# Vegetable glycerin oil based - lungs can't expel it...



## theyettie (15/9/15)

Don't know if this has been covered before, but this is just to inform those who saw this on the web and got a fright. I saw a comment on another (international forum) about a guy who's doctor told him to stop vaping anything with VG in, as it is oil based and is extremely bad for your health!! His doctor man!!! The truth (please feel free to add if I missed something):

1. It's not oil based at all!! It's water soluble. I nice, easy test (don't know how scientific it is) is to squirt some high VG juice in your hands and spread it around. You'll feel it and smell it, go to a tap and rinse your hands, magically the smell and stickiness disappears. As far as I know you don't get oil based solutions off that easily...

2. Some asthma inhalers are VG based, as some people have mild allergies to propylene glycol.

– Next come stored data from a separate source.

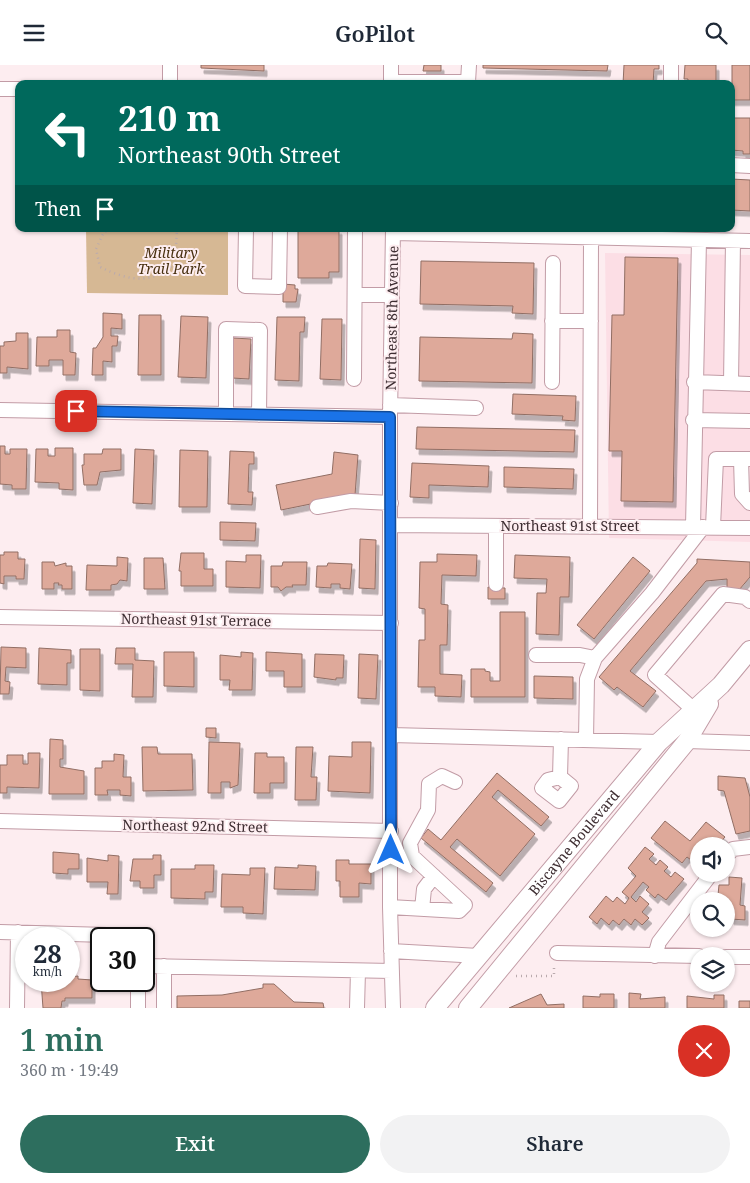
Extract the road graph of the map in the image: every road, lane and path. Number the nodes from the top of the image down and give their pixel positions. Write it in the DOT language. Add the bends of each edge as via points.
graph roads {
  1 [pos="170,65"];
  2 [pos="391,65"];
  3 [pos="469,65"];
  4 [pos="671,65"];
  5 [pos="170,80"];
  6 [pos="391,80"];
  7 [pos="469,80"];
  8 [pos="671,80"];
  9 [pos="0,89"];
  10 [pos="15,89"];
  11 [pos="735,165"];
  12 [pos="750,166"];
  13 [pos="104,232"];
  14 [pos="177,232"];
  15 [pos="246,232"];
  16 [pos="280,232"];
  17 [pos="355,232"];
  18 [pos="393,232"];
  19 [pos="441,232"];
  20 [pos="654,234"];
  21 [pos="586,235"];
  22 [pos="698,240"];
  23 [pos="733,241"];
  24 [pos="750,241"];
  25 [pos="553,263"];
  26 [pos="355,295"];
  27 [pos="392,295"];
  28 [pos="552,321"];
  29 [pos="590,321"];
  30 [pos="354,379"];
  31 [pos="694,382"];
  32 [pos="552,383"];
  33 [pos="731,383"];
  34 [pos="750,384"];
  35 [pos="476,408"];
  36 [pos="0,410"];
  37 [pos="390,411"];
  38 [pos="226,414"];
  39 [pos="259,415"];
  40 [pos="693,420"];
  41 [pos="750,421"];
  42 [pos="745,459"];
  43 [pos="391,503"];
  44 [pos="750,503"];
  45 [pos="317,507"];
  46 [pos="391,525"];
  47 [pos="496,526"];
  48 [pos="590,527"];
  49 [pos="703,527"];
  50 [pos="750,528"];
  51 [pos="496,584"];
  52 [pos="750,601"];
  53 [pos="0,617"];
  54 [pos="391,623"];
  55 [pos="750,650"];
  56 [pos="536,655"];
  57 [pos="595,658"];
  58 [pos="721,685"];
  59 [pos="694,710"];
  60 [pos="392,735"];
  61 [pos="561,739"];
  62 [pos="586,740"];
  63 [pos="687,741"];
  64 [pos="659,742"];
  65 [pos="750,743"];
  66 [pos="560,777"];
  67 [pos="455,782"];
  68 [pos="0,821"];
  69 [pos="391,831"];
  70 [pos="750,847"];
  71 [pos="735,849"];
  72 [pos="434,876"];
  73 [pos="705,882"];
  74 [pos="390,907"];
  75 [pos="422,909"];
  76 [pos="0,932"];
  77 [pos="15,933"];
  78 [pos="391,951"];
  79 [pos="557,953"];
  80 [pos="479,955"];
  81 [pos="655,956"];
  82 [pos="690,957"];
  83 [pos="735,957"];
  84 [pos="750,957"];
  85 [pos="155,967"];
  86 [pos="164,967"];
  87 [pos="358,971"];
  88 [pos="392,971"];
  89 [pos="516,976"];
  90 [pos="17,992"];
  91 [pos="138,992"];
  92 [pos="17,1008"];
  93 [pos="138,1008"];
  94 [pos="164,1008"];
  95 [pos="358,1008"];
  96 [pos="393,1008"];
  97 [pos="435,1008"];
  98 [pos="468,1008"];
  1 -- 5 [label="street"];
  2 -- 6 [label="street"];
  3 -- 7 [label="street"];
  4 -- 8 [label="street"];
  9 -- 10 [label="street"];
  11 -- 12 [label="street"];
  13 -- 14 [label="path" via="96,249 100,267 123,278 154,277 168,270 175,263"];
  15 -- 16 [label="street" via="245,287 279,287"];
  17 -- 26 [label="street"];
  18 -- 27 [label="street, Northeast 8th Avenue"];
  19 -- 21 [label="street"];
  20 -- 21 [label="street"];
  20 -- 22 [label="street"];
  21 -- 29 [label="street"];
  22 -- 23 [label="street"];
  22 -- 31 [label="street"];
  23 -- 24 [label="street"];
  23 -- 33 [label="street"];
  25 -- 28 [label="street"];
  26 -- 27 [label="street"];
  26 -- 30 [label="street"];
  27 -- 37 [label="street, Northeast 8th Avenue"];
  28 -- 29 [label="street"];
  28 -- 32 [label="street"];
  29 -- 48 [label="street"];
  31 -- 33 [label="street"];
  31 -- 40 [label="street"];
  33 -- 34 [label="street"];
  35 -- 37 [label="street"];
  36 -- 38 [label="street"];
  37 -- 39 [label="street"];
  37 -- 43 [label="street, Northeast 8th Avenue"];
  38 -- 39 [label="street"];
  38 -- 39 [label="street" via="226,329 260,330"];
  40 -- 41 [label="street"];
  40 -- 49 [label="street"];
  42 -- 44 [label="street" via="742,494"];
  42 -- 49 [label="street" via="716,459"];
  43 -- 45 [label="street" via="351,501"];
  43 -- 46 [label="street, Northeast 8th Avenue"];
  46 -- 47 [label="street, Northeast 91st Street"];
  46 -- 54 [label="street, Northeast 8th Avenue"];
  47 -- 48 [label="street, Northeast 91st Street"];
  47 -- 51 [label="street"];
  48 -- 49 [label="street, Northeast 91st Street"];
  49 -- 50 [label="street, Northeast 91st Street"];
  49 -- 57 [label="street" via="652,593"];
  52 -- 59 [label="street" via="745,597 723,595 654,675"];
  53 -- 54 [label="street, Northeast 91st Terrace"];
  54 -- 60 [label="street, Northeast 8th Avenue"];
  55 -- 58 [label="main road, Biscayne Boulevard"];
  56 -- 57 [label="street"];
  57 -- 62 [label="street" via="586,679"];
  58 -- 59 [label="main road, Biscayne Boulevard"];
  58 -- 63 [label="main road, Biscayne Boulevard"];
  59 -- 64 [label="main road, Biscayne Boulevard"];
  60 -- 61 [label="street"];
  60 -- 69 [label="street, Northeast 8th Avenue"];
  61 -- 62 [label="street"];
  61 -- 66 [label="street"];
  62 -- 64 [label="street"];
  63 -- 65 [label="street"];
  63 -- 98 [label="main road, Biscayne Boulevard"];
  64 -- 80 [label="main road, Biscayne Boulevard"];
  67 -- 72 [label="street" via="442,776 429,784 428,810 410,843 412,855"];
  68 -- 69 [label="street, Northeast 92nd Street"];
  69 -- 74 [label="street, Northeast 8th Avenue"];
  70 -- 71 [label="street"];
  72 -- 75 [label="street" via="424,889"];
  72 -- 75 [label="street" via="465,905 459,911"];
  73 -- 81 [label="street" via="659,942"];
  74 -- 75 [label="street"];
  74 -- 78 [label="street, Northeast 8th Avenue"];
  76 -- 77 [label="street"];
  78 -- 80 [label="street"];
  78 -- 88 [label="street, Northeast 8th Avenue"];
  79 -- 81 [label="street"];
  79 -- 89 [label="path" via="554,977"];
  80 -- 97 [label="main road, Biscayne Boulevard"];
  81 -- 82 [label="street"];
  83 -- 84 [label="street"];
  85 -- 86 [label="street"];
  86 -- 87 [label="street"];
  86 -- 94 [label="street"];
  87 -- 88 [label="street"];
  87 -- 95 [label="street"];
  88 -- 96 [label="street, Northeast 8th Avenue"];
  90 -- 92 [label="street"];
  91 -- 93 [label="street"];
}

Please add to or correct me if wrong.

I can't believe uneducated healthcare professionals would tell a patient such crap!!

Reactions: Agree 2


----------



## zadiac (15/9/15)

You are correct. VG is not oil based. That doctor needs to be shot asap.

http://www.ecigarette-research.com/web/index.php/2013-04-07-09-50-07/2014/157-glycerol

Reactions: Agree 2 | Winner 1 | Funny 1


----------



## Nick (15/9/15)

As James may would say "cock"

Reactions: Agree 1 | Winner 1 | Funny 2


----------



## Eequinox (15/9/15)

Nick said:


> As James may would say "cock"


more like a quack !

Reactions: Like 1


----------



## GerharddP (15/9/15)

I was asked the about that from a guy that im converting..took some kings crown and a shot glass. Dropped one drop into the glass and asked what do you always have in your lungs? Moisture was the answer and then i dropped some water in there. Few seconds later.."oil" gone. He is now happily vaping away in the mornings with me at the office..

Reactions: Like 3 | Winner 2


----------